About the Tools in Spaces

Tool

Details

Apache Hadoop is a software platform designed for distributed storage and processing of large data sets across computer clusters. Many of the tools used in the Harbr platform are built on top of the Hadoop framework.

Apache Spark is an in-memory, distributed compute engine for general data engineering and advanced analytics. Spark provides the interface to Data Products on the Harbr platform for other analytical programming languages such as Python, R and SQL. 

Apache Hive is a data warehouse software built on top of Hadoop which facilitates querying and analysis of big-data in an SQL-based framework. HIVE provides the access mechanism to Data Products that facilitates their instantaneous deployment within a Space.

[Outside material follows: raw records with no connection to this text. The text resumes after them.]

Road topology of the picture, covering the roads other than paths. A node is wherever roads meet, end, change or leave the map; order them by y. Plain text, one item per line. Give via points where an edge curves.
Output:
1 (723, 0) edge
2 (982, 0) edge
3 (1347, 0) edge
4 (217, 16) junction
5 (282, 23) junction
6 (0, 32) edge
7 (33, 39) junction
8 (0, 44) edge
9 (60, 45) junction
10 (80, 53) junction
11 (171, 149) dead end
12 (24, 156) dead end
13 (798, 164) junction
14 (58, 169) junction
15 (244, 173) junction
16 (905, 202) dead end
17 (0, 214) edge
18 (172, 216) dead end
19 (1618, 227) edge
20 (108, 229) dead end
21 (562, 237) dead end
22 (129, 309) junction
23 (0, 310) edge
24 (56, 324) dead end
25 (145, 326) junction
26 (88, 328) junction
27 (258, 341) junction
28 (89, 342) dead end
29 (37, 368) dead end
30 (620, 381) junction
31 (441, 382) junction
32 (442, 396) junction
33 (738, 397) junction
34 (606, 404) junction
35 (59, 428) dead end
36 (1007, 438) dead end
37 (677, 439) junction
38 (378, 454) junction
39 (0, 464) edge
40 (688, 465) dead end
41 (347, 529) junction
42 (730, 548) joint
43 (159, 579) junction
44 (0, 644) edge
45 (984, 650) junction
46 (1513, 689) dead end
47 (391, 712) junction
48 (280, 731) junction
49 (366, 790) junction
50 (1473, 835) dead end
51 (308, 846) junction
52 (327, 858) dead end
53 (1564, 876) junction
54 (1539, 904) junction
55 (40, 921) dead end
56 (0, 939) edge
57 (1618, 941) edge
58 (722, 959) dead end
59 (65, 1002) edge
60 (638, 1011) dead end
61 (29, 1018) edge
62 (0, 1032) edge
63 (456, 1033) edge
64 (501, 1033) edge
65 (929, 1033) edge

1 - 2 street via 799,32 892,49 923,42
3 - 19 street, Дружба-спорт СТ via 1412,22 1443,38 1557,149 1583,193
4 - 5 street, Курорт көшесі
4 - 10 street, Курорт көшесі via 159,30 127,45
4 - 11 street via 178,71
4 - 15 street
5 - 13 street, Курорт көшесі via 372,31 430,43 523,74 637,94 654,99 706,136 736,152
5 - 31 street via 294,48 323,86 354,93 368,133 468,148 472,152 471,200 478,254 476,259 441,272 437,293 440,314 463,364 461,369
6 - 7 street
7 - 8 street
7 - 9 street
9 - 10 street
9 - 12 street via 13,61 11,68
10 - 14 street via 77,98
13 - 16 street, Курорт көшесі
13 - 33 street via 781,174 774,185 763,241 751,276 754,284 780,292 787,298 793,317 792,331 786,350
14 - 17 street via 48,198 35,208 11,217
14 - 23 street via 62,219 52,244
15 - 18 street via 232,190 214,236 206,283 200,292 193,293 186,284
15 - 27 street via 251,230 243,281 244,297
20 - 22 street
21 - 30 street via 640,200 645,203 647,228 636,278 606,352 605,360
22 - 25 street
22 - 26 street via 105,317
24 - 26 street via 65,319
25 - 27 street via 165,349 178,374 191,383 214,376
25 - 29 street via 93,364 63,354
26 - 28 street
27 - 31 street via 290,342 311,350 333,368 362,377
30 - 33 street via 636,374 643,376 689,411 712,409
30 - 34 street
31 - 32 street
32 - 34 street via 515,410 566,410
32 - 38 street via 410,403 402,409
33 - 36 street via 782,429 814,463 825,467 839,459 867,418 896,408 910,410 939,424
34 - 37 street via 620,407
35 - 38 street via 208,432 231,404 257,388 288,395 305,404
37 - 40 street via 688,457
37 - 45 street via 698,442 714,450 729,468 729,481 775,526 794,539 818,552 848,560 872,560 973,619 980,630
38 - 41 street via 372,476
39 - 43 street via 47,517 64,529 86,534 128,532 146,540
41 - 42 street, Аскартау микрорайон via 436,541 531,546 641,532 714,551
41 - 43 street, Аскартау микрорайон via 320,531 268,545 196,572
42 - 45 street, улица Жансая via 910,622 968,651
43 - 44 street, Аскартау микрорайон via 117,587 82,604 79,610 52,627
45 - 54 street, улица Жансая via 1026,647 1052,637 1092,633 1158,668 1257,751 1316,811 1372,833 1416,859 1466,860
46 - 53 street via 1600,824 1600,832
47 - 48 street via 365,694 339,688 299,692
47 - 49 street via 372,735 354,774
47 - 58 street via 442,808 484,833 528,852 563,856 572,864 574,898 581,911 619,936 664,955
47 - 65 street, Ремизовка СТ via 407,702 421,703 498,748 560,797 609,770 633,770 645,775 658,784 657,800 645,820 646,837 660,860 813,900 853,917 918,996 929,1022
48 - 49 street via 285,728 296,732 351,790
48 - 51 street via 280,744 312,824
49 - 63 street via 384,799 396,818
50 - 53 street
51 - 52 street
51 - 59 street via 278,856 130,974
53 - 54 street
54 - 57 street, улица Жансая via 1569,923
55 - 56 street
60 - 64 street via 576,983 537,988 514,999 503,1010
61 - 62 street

HUE is the in-built SQL Developer environment that provides a browser based tool to visualize the databases and interact with Data Products. HUE queries are executed in HIVE and written in HIVEQL, an ANSI compliant variant of SQL that combines the standard SQL language with advanced big data capabilities.

 

The Jupyter Notebook is an open-source web application that allows you to create and share documents that contain live code, equations, visualizations, and narrative text. Uses include data cleaning and transformation, numerical simulation, statistical modeling, data visualization, machine learning, and much more.

The RStudio application makes the programming language R available and comes with a managed copy of CRAN for package management. R interfaces to the data products via SparkR, with the Sparklyr package also available.

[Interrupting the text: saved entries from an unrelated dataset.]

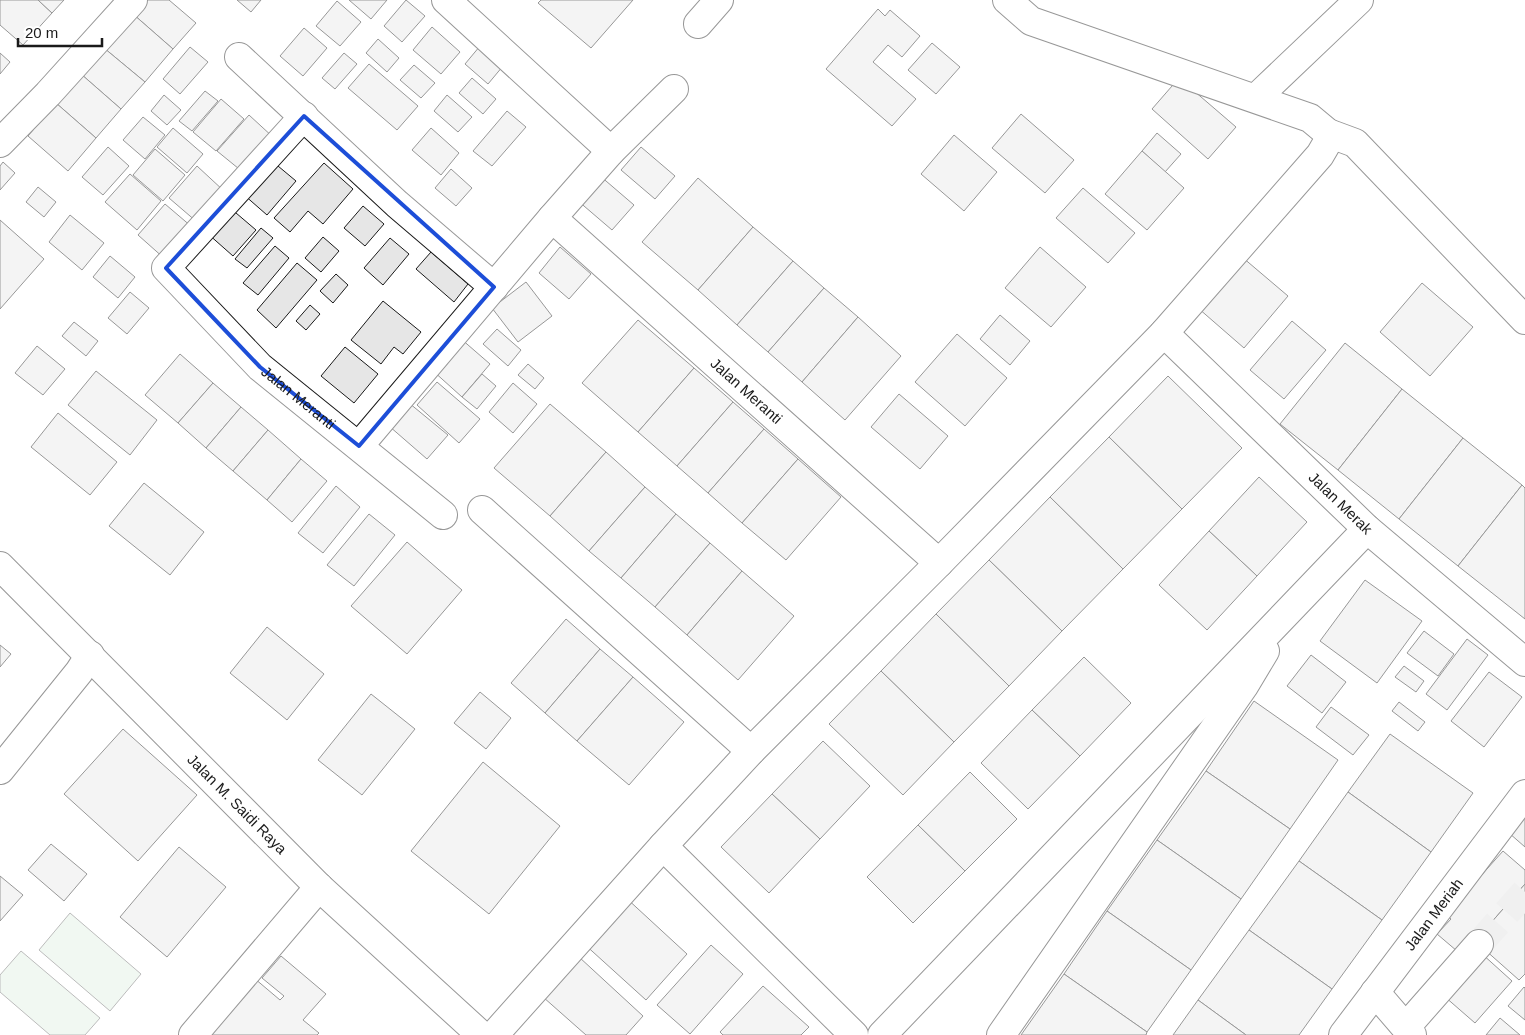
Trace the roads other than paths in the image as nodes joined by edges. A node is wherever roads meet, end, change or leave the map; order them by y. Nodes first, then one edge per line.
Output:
1 (133, 0) edge
2 (446, 0) edge
3 (719, 0) edge
4 (1007, 0) edge
5 (1359, 0) edge
6 (698, 24) dead end
7 (239, 57) dead end
8 (674, 89) dead end
9 (1256, 98) junction
10 (304, 116) junction
11 (1328, 133) junction
12 (0, 143) edge
13 (611, 151) junction
14 (552, 218) junction
15 (494, 286) junction
16 (1525, 320) edge
17 (1164, 333) junction
18 (359, 446) junction
19 (482, 510) dead end
20 (443, 515) dead end
21 (1367, 529) junction
22 (939, 563) junction
23 (0, 566) edge
24 (1279, 620) junction
25 (90, 655) junction
26 (1525, 662) edge
27 (750, 751) junction
28 (0, 770) edge
29 (1525, 794) edge
30 (664, 846) junction
31 (319, 887) junction
32 (1479, 944) tunnel mouth
33 (1375, 992) junction
34 (1409, 1031) edge
35 (193, 1035) edge
36 (482, 1035) edge
37 (494, 1035) edge
38 (854, 1035) edge
39 (882, 1035) edge
40 (1000, 1035) edge
41 (1343, 1035) edge

1 - 12 street
2 - 13 street
3 - 6 street
4 - 9 street
5 - 9 street
7 - 10 street
8 - 13 street
9 - 11 street
10 - 15 street
10 - 18 street, Jalan Meranti
11 - 16 street
11 - 17 street
13 - 14 street
14 - 15 street
14 - 22 street, Jalan Meranti
15 - 18 street
17 - 21 street, Jalan Merak
17 - 22 street
18 - 20 street, Jalan Meranti
19 - 27 street
21 - 24 street
21 - 26 street, Jalan Merak
22 - 27 street
23 - 25 street, Jalan M. Saidi Raya
24 - 39 street
24 - 40 street
25 - 28 street
25 - 31 street, Jalan M. Saidi Raya
27 - 30 street
29 - 33 street, Jalan Meriah
30 - 37 street
30 - 38 street
31 - 35 street
31 - 36 street, Jalan M. Saidi Raya
32 - 34 street
33 - 34 street
33 - 41 street, Jalan Meriah

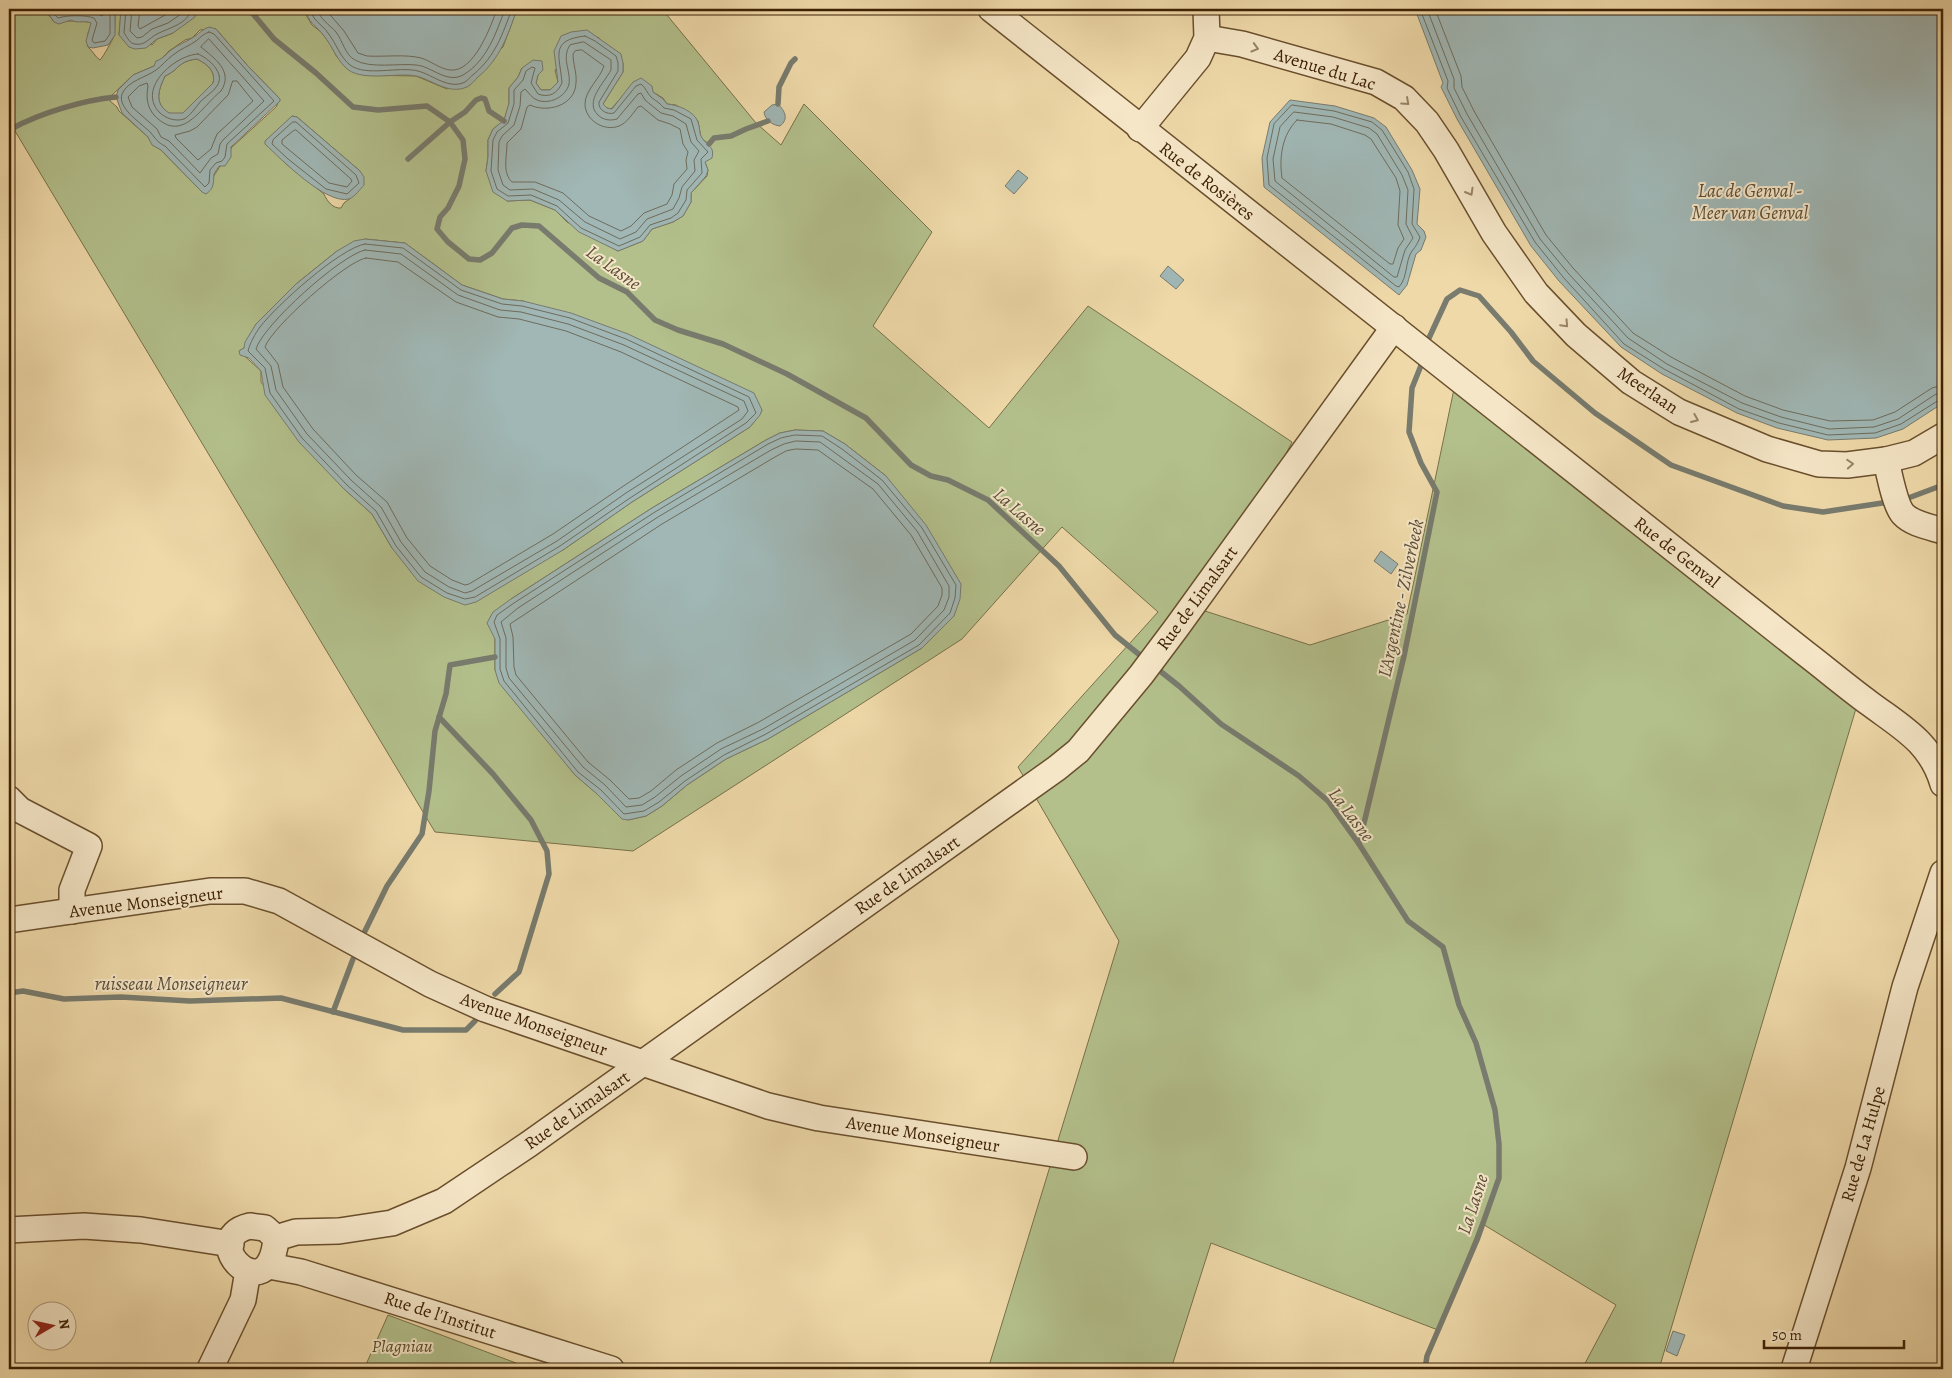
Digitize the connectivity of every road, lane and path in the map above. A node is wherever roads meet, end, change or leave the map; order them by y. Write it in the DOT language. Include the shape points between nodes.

Apache Zeppelin is a web-based notebook that enables interactive data analytics. It supports Python, but also a growing list of programming languages such as Scala, Hive, SparkSQL, shell and markdown.

 

 

Superset is fast, lightweight, intuitive, and loaded with options that make it easy for users of all skill sets to explore and visualize their data, from simple line charts to highly detailed geospatial charts.

 

 

Trino is a fast distributed SQL query engine for big data analytics that allows you to explore and analyse both Data Products and Remote Data Assets that have been added to a Space. Trino can be leveraged directly in the Spaces SQL development tool or through connections defined in JupyterLab notebooks via the PyHive library.